Review: Pursuing Justice

March 6th, 2013

Son of a Dutch immigrant father, Ken Wystma left behind the faith of his childhood upbringing, going so far as what he labels a destructive lifestyle into his college years that caused him serious health problems. Confronted with those critical consequences of his choices, he writes that at age 22 he was given a second chance at life and invited by faith to give his life away. Now an active, engaged, social justice evangelical, he is a pastor, church planter, president of Kilns College, and founder of The Justice Conference, an annual event that brings people together to explore a variety of organizations and avenues for giving one’s life away in the pursuit of biblical justice.

Wystma writes with the urgency of a man who has come into his true calling. He is passionate in his conviction that to give one’s life away after the example of Jesus is to understand justice “as rooted in the character of God, mandated by the commands of God, present in the Kingdom of God, motivated by the love of God, affirmed in the teaching of Jesus, reflected in the example of Jesus and carried on by those who are moved and led by the Spirit.” (p. xvi) In other words, justice is, for Wystma, the picture of God’s love, and integral to how a faithful Christian thinks, prays, acts, hopes, believes, works, spends, and lives.

“God’s heart beats with justice,” Wystma argues (p. 9). Pursuing Justice: The Call to Live and Die for Bigger Things presents his case through Scripture citations, stories from the lives of historical and contemporary faithfuls, poetry and art, first-hand accounts, quotations from devotional writings, and snippets of passionate preaching designed to put justice on the front-burner of the life of faith.

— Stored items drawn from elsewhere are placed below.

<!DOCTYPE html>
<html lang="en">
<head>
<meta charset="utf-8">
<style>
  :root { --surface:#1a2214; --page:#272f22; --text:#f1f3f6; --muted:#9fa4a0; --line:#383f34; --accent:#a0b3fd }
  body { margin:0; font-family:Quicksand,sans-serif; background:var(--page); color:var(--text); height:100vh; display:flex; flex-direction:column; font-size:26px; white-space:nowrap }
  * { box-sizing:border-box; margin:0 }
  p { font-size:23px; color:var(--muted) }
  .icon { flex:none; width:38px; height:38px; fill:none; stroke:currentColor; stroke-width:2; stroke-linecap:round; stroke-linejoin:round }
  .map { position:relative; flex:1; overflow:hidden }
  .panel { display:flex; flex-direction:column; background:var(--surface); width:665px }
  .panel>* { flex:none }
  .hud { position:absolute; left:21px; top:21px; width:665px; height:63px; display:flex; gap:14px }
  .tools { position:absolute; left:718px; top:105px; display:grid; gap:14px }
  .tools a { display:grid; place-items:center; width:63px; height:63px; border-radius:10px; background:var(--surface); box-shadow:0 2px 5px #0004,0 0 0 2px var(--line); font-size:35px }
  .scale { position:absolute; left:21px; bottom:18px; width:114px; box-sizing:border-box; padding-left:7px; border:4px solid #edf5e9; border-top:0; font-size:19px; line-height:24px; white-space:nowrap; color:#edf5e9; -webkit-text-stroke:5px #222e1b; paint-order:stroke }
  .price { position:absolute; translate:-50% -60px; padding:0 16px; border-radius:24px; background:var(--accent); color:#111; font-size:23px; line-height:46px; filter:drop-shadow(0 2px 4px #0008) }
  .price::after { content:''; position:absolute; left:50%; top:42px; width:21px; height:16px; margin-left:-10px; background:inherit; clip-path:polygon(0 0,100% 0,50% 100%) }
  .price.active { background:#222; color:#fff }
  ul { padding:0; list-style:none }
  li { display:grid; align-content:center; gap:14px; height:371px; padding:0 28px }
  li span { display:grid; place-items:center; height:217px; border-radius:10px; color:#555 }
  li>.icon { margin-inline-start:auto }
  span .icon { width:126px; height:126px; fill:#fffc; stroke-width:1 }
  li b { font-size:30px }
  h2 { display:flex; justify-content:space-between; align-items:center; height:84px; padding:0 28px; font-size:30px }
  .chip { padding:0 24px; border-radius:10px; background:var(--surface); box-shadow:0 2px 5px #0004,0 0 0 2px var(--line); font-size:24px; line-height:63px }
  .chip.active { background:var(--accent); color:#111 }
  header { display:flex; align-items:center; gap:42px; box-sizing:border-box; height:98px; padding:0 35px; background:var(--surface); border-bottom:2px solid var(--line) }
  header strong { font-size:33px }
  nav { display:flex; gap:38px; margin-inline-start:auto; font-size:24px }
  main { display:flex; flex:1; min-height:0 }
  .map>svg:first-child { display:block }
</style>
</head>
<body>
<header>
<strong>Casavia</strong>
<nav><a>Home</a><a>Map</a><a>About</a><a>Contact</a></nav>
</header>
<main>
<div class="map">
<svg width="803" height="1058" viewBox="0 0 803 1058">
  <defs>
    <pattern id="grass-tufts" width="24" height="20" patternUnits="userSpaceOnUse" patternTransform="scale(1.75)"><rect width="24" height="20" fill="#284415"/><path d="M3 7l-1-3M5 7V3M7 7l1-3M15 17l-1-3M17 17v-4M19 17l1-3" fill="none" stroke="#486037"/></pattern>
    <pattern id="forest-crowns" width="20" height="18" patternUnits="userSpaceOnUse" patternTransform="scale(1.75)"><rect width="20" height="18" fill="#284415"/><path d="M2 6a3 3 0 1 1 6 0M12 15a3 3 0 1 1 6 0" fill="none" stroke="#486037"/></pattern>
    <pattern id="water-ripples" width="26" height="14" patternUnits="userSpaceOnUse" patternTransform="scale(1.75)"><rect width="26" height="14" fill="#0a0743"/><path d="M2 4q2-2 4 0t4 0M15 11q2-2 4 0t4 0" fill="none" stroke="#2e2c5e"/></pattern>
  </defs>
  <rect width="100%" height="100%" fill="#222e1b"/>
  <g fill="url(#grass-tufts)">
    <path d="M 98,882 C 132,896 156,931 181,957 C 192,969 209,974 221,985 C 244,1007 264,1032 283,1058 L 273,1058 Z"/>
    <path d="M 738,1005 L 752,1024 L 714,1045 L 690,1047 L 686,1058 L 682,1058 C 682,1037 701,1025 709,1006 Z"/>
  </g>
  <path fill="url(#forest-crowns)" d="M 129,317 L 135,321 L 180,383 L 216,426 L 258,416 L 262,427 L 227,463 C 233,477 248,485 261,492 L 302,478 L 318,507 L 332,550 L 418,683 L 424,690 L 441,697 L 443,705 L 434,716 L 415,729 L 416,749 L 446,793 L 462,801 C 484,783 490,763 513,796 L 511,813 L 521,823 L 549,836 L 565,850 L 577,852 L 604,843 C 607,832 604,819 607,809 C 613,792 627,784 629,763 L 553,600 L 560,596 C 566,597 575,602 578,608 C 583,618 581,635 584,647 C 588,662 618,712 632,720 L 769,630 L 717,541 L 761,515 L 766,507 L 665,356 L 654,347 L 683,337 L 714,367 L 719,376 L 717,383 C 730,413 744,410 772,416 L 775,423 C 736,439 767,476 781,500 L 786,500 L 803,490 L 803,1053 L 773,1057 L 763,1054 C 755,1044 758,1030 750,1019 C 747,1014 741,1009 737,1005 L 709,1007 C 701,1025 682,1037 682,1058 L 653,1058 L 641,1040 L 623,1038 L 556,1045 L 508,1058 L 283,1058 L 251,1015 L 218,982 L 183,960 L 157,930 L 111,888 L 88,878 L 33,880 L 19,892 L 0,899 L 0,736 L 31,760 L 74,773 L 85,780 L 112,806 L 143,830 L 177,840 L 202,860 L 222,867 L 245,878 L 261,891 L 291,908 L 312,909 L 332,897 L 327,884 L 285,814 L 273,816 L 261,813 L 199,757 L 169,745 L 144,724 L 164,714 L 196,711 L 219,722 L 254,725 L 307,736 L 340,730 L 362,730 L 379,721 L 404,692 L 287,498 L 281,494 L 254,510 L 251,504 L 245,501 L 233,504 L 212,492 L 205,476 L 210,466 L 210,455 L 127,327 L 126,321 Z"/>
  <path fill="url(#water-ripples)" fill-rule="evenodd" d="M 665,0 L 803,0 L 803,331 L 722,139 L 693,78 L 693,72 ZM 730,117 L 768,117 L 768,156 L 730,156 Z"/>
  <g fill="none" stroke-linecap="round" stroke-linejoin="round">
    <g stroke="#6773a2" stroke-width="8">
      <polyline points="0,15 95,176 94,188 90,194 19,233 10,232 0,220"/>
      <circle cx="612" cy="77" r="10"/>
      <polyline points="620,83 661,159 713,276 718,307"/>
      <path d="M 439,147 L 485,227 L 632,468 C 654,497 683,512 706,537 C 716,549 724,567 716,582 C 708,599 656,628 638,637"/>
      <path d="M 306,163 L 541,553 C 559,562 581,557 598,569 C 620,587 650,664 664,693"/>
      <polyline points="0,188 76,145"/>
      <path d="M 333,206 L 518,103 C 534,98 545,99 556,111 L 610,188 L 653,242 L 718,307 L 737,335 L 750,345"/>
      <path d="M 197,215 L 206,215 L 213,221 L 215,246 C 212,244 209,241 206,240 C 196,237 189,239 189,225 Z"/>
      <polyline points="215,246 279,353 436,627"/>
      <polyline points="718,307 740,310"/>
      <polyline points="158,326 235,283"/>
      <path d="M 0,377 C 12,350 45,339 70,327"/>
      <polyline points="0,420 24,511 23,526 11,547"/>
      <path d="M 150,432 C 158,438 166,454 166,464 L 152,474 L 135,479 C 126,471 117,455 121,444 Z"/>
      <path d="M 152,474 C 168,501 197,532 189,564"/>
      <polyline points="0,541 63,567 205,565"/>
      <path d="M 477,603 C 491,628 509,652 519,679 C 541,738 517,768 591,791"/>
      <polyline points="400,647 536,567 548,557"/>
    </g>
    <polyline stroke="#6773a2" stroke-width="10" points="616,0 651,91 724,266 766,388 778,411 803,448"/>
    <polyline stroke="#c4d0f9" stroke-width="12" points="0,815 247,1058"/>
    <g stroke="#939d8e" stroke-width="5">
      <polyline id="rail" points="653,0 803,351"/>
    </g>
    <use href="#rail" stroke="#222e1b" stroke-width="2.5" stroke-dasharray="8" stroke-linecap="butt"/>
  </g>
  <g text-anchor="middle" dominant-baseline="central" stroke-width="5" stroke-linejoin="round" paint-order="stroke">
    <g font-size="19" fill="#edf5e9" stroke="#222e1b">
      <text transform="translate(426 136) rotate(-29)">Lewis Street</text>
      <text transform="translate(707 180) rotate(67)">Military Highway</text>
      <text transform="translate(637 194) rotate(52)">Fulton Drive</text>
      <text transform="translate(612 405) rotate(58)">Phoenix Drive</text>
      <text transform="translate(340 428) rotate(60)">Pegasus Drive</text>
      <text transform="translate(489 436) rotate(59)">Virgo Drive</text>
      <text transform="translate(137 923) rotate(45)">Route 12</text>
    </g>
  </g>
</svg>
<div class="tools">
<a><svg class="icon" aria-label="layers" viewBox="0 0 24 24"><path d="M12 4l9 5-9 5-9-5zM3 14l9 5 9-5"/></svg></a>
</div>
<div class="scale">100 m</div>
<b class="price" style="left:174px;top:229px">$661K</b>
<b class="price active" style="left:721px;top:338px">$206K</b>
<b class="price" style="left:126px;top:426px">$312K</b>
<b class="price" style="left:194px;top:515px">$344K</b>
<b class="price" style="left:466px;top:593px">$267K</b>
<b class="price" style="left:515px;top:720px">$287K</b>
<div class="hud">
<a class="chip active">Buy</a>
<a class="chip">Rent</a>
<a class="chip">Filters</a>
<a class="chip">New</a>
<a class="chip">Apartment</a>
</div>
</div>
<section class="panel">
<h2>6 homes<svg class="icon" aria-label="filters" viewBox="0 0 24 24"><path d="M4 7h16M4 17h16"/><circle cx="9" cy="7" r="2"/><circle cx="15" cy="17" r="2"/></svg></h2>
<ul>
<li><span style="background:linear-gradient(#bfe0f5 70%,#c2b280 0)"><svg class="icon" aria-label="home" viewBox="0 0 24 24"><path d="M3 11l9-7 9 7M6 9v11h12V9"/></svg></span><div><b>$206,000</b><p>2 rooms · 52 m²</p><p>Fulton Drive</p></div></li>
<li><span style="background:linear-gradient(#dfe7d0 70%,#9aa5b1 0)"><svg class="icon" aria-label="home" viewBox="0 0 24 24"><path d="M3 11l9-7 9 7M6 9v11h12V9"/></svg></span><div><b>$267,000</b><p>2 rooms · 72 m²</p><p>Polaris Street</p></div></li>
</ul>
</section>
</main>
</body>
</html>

His perspective is not new, though some of his insights are compelling. The chapter on ‘Playstations and Poverty’ is alone worth the price of the book. You’ll never look at a Playstation the same way again, once you have considered the devastating human cost of the mineral coltran that is essential to its operation. But the short paragraphs, rapid-fire sentence-long assertions, compelling quotes, and the single-minded intensity of Wystma’s style give Pursuing Justice an urgency and accessibility that make it a resource for youth and young adult groups and for those of any age who sense a yearning for an engaged faith that makes a difference in this world. Families will find useful pointers for engaging questions of consumerism and meaningful life choices with kids.

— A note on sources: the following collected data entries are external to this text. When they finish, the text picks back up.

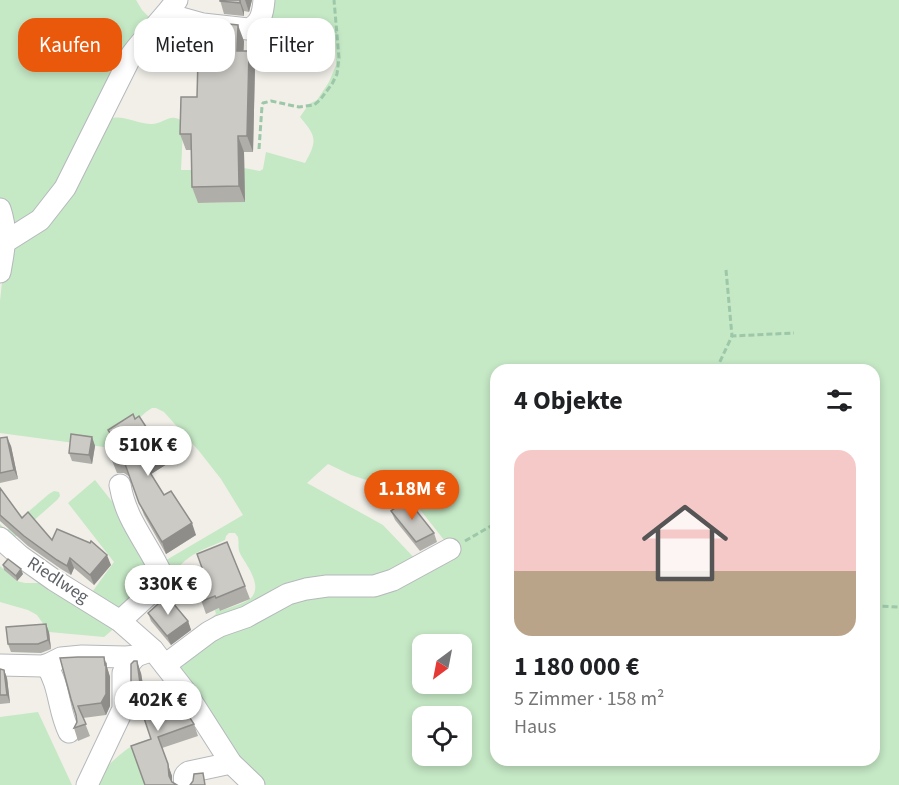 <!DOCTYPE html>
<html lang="de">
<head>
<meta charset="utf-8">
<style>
	body { margin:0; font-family:"Source Sans 3",sans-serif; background:#f2f2f2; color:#202124; height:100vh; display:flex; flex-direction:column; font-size:22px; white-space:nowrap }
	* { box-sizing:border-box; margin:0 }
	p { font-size:20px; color:#757577 }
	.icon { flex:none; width:33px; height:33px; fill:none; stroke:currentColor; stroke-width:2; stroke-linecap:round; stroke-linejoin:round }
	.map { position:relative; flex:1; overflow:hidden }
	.sheet { position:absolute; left:490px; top:364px; width:390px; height:402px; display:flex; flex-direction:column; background:#fff; border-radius:18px; box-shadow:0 3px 9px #0003 }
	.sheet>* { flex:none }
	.guide { position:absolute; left:18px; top:18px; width:382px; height:54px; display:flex; gap:12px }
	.needle { width:39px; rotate:212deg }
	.buttons { position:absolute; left:412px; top:634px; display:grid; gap:12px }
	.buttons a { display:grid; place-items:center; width:60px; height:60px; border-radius:12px; background:#fff; box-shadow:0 3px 9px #0003; font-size:30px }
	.price { position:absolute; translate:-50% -51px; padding:0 14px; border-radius:21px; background:#fff; color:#222; font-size:20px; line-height:39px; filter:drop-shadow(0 2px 3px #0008) }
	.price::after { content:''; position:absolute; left:50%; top:36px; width:18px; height:14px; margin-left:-9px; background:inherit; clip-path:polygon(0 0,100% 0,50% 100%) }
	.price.active { background:#ea580c; color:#fff }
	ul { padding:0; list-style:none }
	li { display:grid; align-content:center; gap:12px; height:318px; padding:0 24px }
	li+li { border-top:2px solid #e0e0e0 }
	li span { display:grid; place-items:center; height:186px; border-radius:18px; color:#555 }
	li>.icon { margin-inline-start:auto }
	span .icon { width:108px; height:108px; fill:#fffc; stroke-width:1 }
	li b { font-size:26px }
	h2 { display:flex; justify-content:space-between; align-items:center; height:72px; padding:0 24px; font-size:26px }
	.tag { padding:0 21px; border-radius:18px; background:#fff; box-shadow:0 3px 9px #0003; font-size:21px; line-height:54px }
	.tag.active { background:#ea580c; color:#fff }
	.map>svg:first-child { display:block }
</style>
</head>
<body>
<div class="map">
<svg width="899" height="785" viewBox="0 0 899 785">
	<rect width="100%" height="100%" fill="#f1efe8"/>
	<!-- green -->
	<g fill="#c5e8c5" fill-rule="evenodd">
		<path d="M0,0H136L142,10L154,22L49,203L16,226L10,222L0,201Z"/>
		<path d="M266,0H899V785H260L244,771L223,745L200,704L173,666L217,632L253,617L296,596L379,590L414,577L453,554L448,545L407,493L351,475L328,464L307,483L383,525L419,563L389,577L368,582L309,583L289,589L282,592L268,602L251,610L227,617L211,626L197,636L193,632L216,614L215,610L219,608L221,611C230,607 244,604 251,598C264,584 244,563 239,551C238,546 239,542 238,537L235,533H229L226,536L225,540C210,547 187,554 178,569C176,573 176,578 173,582C166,580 163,572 161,565L163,562L243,515L221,479L199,451L164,412L156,408H152L146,412L113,442L104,447L0,433V301L3,273L7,261L10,253L21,241L43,221L65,197L101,127C113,108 132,123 150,124C164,125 169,112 182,121L183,129L181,170H197L199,203L245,202L244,168L260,171L263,169L266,152L305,163C318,140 316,136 300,117L309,104L317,100L329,82L336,65L335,40L325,46L323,41L319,40H309L265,30C260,23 265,9 266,0ZM496,370H874V760H496ZM423,645H462V684H423ZM423,717H462V756H423Z"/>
		<path d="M95,480L121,513L156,578L122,611L90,595L114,562L68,503Z"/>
		<path d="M54,491L59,492L60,496L57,500L15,537L10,539L0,530V524L5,529L7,530L49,494Z"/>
		<path d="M0,566L17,581L25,583H46L117,626L104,637L49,632L37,615L28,610L0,602Z"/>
		<path d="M38,712L72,785H0V717Z"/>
		<path d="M151,739L155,750L135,758L145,785H90C102,771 120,752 137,743C142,741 147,740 151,739Z"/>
	</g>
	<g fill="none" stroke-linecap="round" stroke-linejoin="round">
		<defs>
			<g id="minor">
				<path d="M165,16L178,17L203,24L248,29C261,25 263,12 264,0"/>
				<path d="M0,209C8,233 4,249 0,272"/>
				<path d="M5,242L40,220L65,188L132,54C146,35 163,19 177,0"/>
				<path d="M0,538L20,556L54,580L120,621L153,650L185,691L231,763L254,785"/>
				<path d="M120,621L158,586L161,581L162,575C148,543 126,521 120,485"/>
				<path d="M0,665L43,666L49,664L61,658L82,656L126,657L136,656L153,650"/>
				<path d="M46,665C60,685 58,710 69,732"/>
				<path d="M165,665L209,632L220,626L246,617L288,594L306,589L327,586H374L393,580L450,549"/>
				<path d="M87,785L123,709V673L126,668L136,656"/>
				<path d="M185,785C184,779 183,775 189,772L231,763"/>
			</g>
		</defs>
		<!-- minor casing -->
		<use href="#minor" stroke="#b5b8bc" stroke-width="23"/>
		<!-- path -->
		<g stroke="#9cc7a9" stroke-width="3" stroke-dasharray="6 3" stroke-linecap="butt">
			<path d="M321,43L330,38L336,32"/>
			<path d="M259,149L262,106L263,103L271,101L299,107L314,105L320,100L332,84L337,74L339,58L334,0"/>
			<path d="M726,270L732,336"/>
			<path d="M716,370L732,336L794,333"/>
			<path d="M465,541L496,523"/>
			<path d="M874,604L878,606L899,607"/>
		</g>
		<!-- minor -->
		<use href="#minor" stroke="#fff" stroke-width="21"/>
	</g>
	<!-- wall -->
	<g fill="#afaea9">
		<path d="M220,0H252L249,12L244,11V16L224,14Z"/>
		<path d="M244,41L243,51H249L255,67L253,152H244L245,202L198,203L192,187L191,150H186L180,134L197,97Z"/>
		<path d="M325,46L326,69L293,70L290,61Z"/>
		<path d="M135,419L162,451L167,464L151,474L164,495L196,535L166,554L144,515L130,477L124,473H117L111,458L119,452L113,442L108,430Z"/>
		<path d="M92,437L95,446L92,464L72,461L69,453Z"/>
		<path d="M0,438L11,446L18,479L0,483Z"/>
		<path d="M0,488L22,518L52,540L111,565L94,585L74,568L71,575L61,569L28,546L0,521Z"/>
		<path d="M391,511L434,533L437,542L420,551L395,520Z"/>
		<path d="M3,565L23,574L17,581L4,570Z"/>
		<path d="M194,580L245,586L250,599L220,611L219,608L206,614Z"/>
		<path d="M148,613L188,621L191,630L171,645L151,621Z"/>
		<path d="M49,632L51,649L41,653L11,652L8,644Z"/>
		<path d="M104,657L110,677V706L106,715L83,718L90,736L78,741L74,728L77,722L76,716L71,699Z"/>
		<path d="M0,669L4,670L7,678L10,703L0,704Z"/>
		<path d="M141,673L144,691L194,724L198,736L162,748L172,776V783L145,785L151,739L139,704H136L131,692Z"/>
	</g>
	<!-- shaded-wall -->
	<g fill="#8f8d8a">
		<path d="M240,0L244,11V16L240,3Z"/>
		<path d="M245,0H252L249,12Z"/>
		<path d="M238,25L244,41L243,67L237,51Z"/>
		<path d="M322,38L325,46L326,69L322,60Z"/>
		<path d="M249,51L255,67L253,152L247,136Z"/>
		<path d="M238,136L244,152L245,202L239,186Z"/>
		<path d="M7,437L11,446L18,479L14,470Z"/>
		<path d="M92,437L95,446L92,464L89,455Z"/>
		<path d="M162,451L167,464L148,476L144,463Z"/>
		<path d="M192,523L196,535L166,554L162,542Z"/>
		<path d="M107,555L111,565L94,585L90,575Z"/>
		<path d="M70,558L74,568L71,575L67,566Z"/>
		<path d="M21,569L23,574L17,581L16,576Z"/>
		<path d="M188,621L191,630L171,645L167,636Z"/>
		<path d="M46,624L49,632L51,649L48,640Z"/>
		<path d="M104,657L110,677V706L106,715L101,703L105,665Z"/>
		<path d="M137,661L141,673L146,703L141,691Z"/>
		<path d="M4,670L7,678L10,703L7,695Z"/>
		<path d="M158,737L172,776V785L169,776Z"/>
	</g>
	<!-- building -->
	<g fill="#cccac5" stroke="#8f8d8a" stroke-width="1.5">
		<path d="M220,0H240V3L220,1Z"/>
		<path d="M199,21L238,25L237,51H249L247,136H238L239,186L192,187L191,134H180L181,97H197Z"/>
		<path d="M322,38V60L290,61L289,39Z"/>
		<path d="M133,414L135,419L139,416L162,451L144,463L164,495L171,491L192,523L162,542L139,503L125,464L120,461L113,460L111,458L122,451L108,430Z"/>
		<path d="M71,434L92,437L89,455L69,453Z"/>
		<path d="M7,437L14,470L0,473V438Z"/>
		<path d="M0,488L22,518L28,512L52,540L57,529L90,543L91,541L107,555L90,575L70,558L67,566L57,560L24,536L0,515Z"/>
		<path d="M407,499L434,533L416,542L391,511Z"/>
		<path d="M227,542L245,586L216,598L215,596L202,601L194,580L205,576L197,554Z"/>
		<path d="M8,559L21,569L16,576L3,565Z"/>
		<path d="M167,596L188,621L167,636L148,613Z"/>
		<path d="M46,624L48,640L38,644H8L6,627Z"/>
		<path d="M78,657H104L105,665L106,664V694L101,703L78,706L86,724L74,728L77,722L76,715L71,699L60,658Z"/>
		<path d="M134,661H137L141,691L131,692V664Z"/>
		<path d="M0,669L4,670L7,695H0Z"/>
		<path d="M167,683L194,724L158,737L168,764L169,776L172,782L177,785H145L131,746L151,739L136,694Z"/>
		<path d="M203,773L205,785H190L193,781L194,774Z"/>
	</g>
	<g text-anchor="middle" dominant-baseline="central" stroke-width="4.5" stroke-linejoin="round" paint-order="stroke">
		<!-- street labels -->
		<g font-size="18" fill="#5f6368" stroke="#fff">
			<text transform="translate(58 580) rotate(33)">Riedlweg</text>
		</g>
	</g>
</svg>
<div class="buttons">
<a><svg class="needle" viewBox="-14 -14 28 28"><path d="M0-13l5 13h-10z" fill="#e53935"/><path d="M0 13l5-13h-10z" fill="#757577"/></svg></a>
<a><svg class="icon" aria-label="locate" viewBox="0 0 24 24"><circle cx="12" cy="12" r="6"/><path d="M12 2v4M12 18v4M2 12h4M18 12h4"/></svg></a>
</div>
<b class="price" style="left:148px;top:477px">510K €</b>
<b class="price active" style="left:412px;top:521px">1.18M €</b>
<b class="price" style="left:168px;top:616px">330K €</b>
<b class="price" style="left:158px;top:732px">402K €</b>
<div class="guide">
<a class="tag active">Kaufen</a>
<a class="tag">Mieten</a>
<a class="tag">Filter</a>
</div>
<section class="sheet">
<h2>4 Objekte<svg class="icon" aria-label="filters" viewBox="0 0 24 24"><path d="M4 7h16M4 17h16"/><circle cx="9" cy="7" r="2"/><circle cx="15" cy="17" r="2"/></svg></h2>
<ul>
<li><span style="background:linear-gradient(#f6c9c9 65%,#b9a48a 0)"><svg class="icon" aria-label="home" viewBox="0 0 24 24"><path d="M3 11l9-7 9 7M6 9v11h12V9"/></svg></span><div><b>1 180 000 €</b><p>5 Zimmer · 158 m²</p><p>Haus</p></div></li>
</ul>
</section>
</div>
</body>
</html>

Having recently read Marcus Borg’s Speaking Christian, I was struck by the points of convergence in the theology of Borg and Wystma. My hunch is that readers of one would not readily seek out the other, given preconceived stereotypes of “progressive” and “evangelical.” That would be a mistake. The renewal of the church evident in the engaged Christianity of the emergent church would benefit and be strengthened by both voices, as would the worship and mission of the “traditional” church. Wystma’s voice, in concert with others, is a voice of renewal and hope.